Since I've been a huge fan of Neil Gaiman's seminal comic series _The Sandman_ since high school, I was a bit surprised when I read that first passage, from the HoMe. However, when I began thinking about it, it made perfect sense that the creator of the Endless was a fan of LOTR. Both Tolkien and Gaiman are fascinated with old stories, incorporate elements from Norse mythology and both "subcreated", to use Tolkien's term from "On Fairy Stories", their own universes. I can think of one very direct reference in _The Sandman_ to Tolkien. In Lucien's library of books that were dreamed, but never written, there is a copy of _The Lost Road_ clearly visible in one issue. I was wondering if anyone else here was a fan of Gaiman's work, particularily _The Sandman_, and had either noticed other echoes of Tolkien in the series, or had any thoughts on how Tolkien influenced Gaiman.


----------



## Rangerdave

I enjoyed your comments on Neil Gaiman, and I agree.

Have you ever read the book he co-authored with Terry Pratchett
Good Omens 

It is sort of the Hichhikers guide to the Apocalypse.

RD


----------



## FoolOfATook

I love _Good Omens_. Any book that has the disclaimer "_Kids!_ Bringing about Armageddon can be dangerous. Do not attempt it in your own home." is an instant classic.


----------



## Sador

Wasn't one of the kids in Good Omens actually named Galadriel? or Pippin and extremely embarrassed by it?


----------



## FoolOfATook

Pippin Galadriel Moonchild, to be precise.


----------



## Sador

A fine name and one which any twelve-year-old girl should be proud of.
Anyway Good Omens is the only one of Neil Gaiman's books I've heard of. Are any of his other books funny? I thought he was the staight man and Terry Pratchet was the funny one.


----------



## FoolOfATook

_The Sandman_ has its funny moments, but it's definitely not a comedy. This is pretty much true of all of Gaiman's work- incredibly funny at moments, but on the whole rather serious. Calling him the straight man of the Gaiman/Pratchett duo is pretty accurate, I think. One of these days, when I finally find the time to read _Discworld_, I'll be able to tell you with more confidence. 

Just for the record, Pratchett is definitely a Tolkien fan.

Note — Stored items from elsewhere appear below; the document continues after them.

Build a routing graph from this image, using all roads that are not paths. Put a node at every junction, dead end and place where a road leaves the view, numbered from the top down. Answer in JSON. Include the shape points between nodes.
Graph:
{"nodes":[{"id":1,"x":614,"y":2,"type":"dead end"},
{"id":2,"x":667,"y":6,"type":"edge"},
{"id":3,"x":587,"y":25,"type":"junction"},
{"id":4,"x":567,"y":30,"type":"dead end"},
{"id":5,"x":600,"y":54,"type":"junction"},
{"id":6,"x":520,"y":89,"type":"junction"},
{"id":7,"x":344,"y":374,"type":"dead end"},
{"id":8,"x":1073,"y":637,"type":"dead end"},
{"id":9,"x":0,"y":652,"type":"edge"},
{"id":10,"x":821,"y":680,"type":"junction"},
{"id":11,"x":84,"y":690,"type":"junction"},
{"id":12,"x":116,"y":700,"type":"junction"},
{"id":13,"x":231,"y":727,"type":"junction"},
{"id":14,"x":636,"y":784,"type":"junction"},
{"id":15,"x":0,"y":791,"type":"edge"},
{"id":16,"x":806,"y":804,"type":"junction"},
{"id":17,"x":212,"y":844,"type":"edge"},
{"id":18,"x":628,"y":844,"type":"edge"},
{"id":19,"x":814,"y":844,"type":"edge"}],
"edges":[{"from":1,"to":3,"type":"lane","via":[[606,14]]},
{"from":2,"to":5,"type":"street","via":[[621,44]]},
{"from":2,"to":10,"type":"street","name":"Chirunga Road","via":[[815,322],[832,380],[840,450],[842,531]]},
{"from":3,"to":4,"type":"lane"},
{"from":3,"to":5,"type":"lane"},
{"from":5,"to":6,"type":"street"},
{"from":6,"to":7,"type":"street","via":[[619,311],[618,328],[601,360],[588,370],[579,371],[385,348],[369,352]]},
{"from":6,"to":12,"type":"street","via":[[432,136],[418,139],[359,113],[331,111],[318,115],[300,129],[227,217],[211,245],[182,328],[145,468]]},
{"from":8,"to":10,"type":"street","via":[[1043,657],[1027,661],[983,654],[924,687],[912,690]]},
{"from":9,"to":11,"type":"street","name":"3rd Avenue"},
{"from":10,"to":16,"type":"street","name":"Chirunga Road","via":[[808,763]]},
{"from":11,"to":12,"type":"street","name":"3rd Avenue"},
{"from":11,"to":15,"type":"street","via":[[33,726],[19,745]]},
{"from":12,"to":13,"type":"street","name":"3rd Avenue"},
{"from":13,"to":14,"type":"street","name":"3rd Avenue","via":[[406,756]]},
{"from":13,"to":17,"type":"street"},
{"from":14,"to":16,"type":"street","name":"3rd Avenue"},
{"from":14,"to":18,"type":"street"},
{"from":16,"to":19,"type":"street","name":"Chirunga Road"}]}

He wrote a really interesting essay for the collection _Meditations on Middle-earth_, which is a book that I recommend to anyone who wants to see how much Tolkien influenced modern sci-fi/fantasy literature.


----------



## Sador

Having read all the disc world novels I can tell you that you must read them! there is no alternative. The funniest series of books ever.(this only applies to people with senses of humor)


----------



## HLGStrider

I actually just found Mr. Gaiman for the first time this week. I picked up a copy of his young adult novel _Coraline_ and was very impressed. His work actually reminds me just a smige of George MacDonald, an influence on Tolkien, but of course this is only going from one book which may or may not be characteristic of his entire career. It was a smashingly good story, though.


----------